Nothing but a number is wanted here: the count of lines in the data holding the word "Colony".

Stored data entries:
= Beginning of Section =

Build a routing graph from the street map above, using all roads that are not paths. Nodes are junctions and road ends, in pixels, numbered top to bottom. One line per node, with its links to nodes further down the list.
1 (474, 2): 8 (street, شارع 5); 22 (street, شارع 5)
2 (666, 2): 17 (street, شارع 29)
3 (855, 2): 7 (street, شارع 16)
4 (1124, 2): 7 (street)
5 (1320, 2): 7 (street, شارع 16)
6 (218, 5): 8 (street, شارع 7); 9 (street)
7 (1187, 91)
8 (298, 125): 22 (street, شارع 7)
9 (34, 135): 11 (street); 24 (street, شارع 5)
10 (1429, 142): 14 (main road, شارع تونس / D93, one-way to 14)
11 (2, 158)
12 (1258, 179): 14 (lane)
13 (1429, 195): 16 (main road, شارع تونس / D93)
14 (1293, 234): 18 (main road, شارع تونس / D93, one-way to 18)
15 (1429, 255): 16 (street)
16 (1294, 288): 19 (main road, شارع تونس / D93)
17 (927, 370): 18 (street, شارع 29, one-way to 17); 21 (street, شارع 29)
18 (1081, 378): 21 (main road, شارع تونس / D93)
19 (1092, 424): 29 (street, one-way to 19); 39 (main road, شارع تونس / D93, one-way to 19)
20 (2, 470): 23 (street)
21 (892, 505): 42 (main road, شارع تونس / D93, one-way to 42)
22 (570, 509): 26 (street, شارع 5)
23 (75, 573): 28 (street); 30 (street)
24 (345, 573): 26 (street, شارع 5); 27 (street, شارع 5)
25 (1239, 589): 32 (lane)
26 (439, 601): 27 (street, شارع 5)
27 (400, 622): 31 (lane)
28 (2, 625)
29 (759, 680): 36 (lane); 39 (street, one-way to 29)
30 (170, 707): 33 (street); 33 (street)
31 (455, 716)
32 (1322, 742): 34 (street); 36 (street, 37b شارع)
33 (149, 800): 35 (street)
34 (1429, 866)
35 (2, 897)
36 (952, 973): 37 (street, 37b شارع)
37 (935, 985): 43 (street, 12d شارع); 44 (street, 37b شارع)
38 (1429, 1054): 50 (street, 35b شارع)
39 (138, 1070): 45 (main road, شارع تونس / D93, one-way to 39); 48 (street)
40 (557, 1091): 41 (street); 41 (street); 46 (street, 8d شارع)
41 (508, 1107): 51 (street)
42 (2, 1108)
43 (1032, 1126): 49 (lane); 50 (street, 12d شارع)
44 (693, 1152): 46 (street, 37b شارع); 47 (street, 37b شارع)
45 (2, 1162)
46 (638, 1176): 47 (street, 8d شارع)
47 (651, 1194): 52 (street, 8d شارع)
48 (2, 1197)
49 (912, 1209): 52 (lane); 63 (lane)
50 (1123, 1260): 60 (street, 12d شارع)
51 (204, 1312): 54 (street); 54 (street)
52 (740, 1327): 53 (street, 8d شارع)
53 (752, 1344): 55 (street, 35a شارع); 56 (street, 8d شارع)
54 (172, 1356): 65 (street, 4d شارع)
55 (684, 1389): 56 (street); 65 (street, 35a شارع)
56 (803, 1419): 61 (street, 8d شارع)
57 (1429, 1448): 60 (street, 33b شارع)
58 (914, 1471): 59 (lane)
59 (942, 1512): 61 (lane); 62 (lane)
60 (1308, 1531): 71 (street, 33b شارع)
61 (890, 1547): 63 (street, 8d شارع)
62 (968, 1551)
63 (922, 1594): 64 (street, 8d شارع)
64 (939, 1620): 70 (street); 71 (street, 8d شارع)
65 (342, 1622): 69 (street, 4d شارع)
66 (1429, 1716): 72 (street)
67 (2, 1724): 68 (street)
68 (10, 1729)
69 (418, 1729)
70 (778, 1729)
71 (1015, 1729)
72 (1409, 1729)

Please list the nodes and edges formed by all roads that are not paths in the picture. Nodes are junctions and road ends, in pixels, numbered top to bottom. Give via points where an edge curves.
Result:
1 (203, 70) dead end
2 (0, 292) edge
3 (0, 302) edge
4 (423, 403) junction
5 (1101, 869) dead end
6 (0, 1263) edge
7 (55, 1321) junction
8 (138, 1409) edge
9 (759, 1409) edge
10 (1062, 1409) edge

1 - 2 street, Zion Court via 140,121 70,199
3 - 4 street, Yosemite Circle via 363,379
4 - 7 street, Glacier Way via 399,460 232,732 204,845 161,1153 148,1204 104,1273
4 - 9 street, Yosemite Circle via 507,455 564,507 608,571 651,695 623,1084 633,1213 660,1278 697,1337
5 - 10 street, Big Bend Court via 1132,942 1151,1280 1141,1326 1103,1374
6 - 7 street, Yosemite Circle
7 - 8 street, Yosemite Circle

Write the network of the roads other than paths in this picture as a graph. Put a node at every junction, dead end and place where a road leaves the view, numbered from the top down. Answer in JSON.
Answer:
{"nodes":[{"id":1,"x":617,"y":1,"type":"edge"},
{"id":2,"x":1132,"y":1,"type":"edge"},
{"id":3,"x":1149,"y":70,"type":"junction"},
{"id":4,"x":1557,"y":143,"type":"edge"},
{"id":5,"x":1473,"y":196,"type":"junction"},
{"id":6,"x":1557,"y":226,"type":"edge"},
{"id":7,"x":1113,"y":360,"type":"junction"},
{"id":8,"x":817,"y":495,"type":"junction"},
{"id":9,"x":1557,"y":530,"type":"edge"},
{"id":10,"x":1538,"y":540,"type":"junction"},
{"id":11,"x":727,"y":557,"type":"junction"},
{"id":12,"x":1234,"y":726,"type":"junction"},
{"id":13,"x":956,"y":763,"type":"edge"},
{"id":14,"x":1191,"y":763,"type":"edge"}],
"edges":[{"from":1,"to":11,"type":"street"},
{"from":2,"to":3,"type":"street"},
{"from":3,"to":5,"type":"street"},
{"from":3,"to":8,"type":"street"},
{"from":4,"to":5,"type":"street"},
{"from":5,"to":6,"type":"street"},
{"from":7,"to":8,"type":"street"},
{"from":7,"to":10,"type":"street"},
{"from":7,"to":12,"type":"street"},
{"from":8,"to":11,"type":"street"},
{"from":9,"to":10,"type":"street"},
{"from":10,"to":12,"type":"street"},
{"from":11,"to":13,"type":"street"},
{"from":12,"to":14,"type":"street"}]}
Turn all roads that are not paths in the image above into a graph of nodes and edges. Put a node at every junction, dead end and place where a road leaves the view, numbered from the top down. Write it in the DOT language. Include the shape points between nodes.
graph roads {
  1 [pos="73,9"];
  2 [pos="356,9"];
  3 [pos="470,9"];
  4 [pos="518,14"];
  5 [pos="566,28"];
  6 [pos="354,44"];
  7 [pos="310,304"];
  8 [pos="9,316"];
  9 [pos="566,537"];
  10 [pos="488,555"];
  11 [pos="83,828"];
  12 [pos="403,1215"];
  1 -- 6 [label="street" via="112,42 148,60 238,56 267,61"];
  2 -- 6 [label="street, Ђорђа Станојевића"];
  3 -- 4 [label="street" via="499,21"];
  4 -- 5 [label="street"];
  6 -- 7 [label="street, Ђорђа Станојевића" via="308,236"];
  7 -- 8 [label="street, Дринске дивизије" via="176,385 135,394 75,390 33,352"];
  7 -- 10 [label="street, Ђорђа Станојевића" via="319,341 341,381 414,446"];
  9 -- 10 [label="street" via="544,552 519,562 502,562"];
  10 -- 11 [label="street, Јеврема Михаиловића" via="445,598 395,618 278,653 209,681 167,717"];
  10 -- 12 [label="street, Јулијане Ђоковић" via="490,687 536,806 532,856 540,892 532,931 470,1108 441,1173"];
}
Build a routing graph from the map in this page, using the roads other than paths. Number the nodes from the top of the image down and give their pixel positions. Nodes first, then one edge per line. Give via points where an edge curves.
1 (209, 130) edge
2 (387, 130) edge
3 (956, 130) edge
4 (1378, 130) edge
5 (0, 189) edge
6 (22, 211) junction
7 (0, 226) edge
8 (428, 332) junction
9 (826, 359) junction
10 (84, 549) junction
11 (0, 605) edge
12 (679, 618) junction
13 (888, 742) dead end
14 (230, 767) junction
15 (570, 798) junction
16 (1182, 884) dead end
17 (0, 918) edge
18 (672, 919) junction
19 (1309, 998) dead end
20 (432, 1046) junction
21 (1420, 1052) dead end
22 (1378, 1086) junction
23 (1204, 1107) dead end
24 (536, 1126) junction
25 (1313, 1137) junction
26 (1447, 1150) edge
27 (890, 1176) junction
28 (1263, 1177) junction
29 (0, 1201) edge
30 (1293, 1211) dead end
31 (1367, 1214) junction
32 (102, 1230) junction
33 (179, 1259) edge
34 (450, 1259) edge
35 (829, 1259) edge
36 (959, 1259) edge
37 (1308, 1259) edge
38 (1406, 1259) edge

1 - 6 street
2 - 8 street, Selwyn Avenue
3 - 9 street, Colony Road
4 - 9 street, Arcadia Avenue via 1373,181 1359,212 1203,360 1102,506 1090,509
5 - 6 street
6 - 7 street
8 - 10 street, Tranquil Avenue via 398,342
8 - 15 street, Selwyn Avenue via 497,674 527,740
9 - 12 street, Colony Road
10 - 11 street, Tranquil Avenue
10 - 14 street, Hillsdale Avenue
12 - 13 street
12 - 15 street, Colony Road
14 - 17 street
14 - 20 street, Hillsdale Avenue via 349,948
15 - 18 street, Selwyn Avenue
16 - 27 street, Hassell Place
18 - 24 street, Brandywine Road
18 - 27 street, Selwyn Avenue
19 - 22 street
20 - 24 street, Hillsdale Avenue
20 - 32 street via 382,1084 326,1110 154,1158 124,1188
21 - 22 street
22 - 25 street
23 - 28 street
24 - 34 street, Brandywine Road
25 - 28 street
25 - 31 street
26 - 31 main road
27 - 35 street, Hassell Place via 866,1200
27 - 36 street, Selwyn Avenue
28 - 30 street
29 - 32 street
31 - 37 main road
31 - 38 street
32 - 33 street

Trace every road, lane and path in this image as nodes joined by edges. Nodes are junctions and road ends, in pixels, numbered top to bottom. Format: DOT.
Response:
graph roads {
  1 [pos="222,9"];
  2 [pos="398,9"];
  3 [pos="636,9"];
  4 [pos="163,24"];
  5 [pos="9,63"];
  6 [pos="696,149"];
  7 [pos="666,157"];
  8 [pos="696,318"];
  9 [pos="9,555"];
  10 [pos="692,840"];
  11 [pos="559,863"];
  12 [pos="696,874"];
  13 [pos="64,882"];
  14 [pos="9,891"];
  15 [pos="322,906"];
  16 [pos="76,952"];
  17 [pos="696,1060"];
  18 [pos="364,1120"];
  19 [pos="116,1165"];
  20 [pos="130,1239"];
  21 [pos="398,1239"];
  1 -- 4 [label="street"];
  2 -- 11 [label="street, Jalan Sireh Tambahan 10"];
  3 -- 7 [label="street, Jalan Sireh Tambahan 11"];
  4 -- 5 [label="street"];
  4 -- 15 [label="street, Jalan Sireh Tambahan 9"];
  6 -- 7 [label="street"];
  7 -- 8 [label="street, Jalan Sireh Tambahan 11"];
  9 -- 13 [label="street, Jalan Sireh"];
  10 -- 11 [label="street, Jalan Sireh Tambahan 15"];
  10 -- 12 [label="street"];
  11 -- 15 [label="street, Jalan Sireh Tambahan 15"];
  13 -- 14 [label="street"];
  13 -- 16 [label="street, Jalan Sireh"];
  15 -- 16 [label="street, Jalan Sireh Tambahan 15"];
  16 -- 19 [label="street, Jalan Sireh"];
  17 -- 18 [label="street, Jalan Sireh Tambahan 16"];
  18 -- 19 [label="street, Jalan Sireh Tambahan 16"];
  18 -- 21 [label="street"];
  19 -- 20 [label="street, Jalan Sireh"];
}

= End of Section =

__Solution for this problem__: 3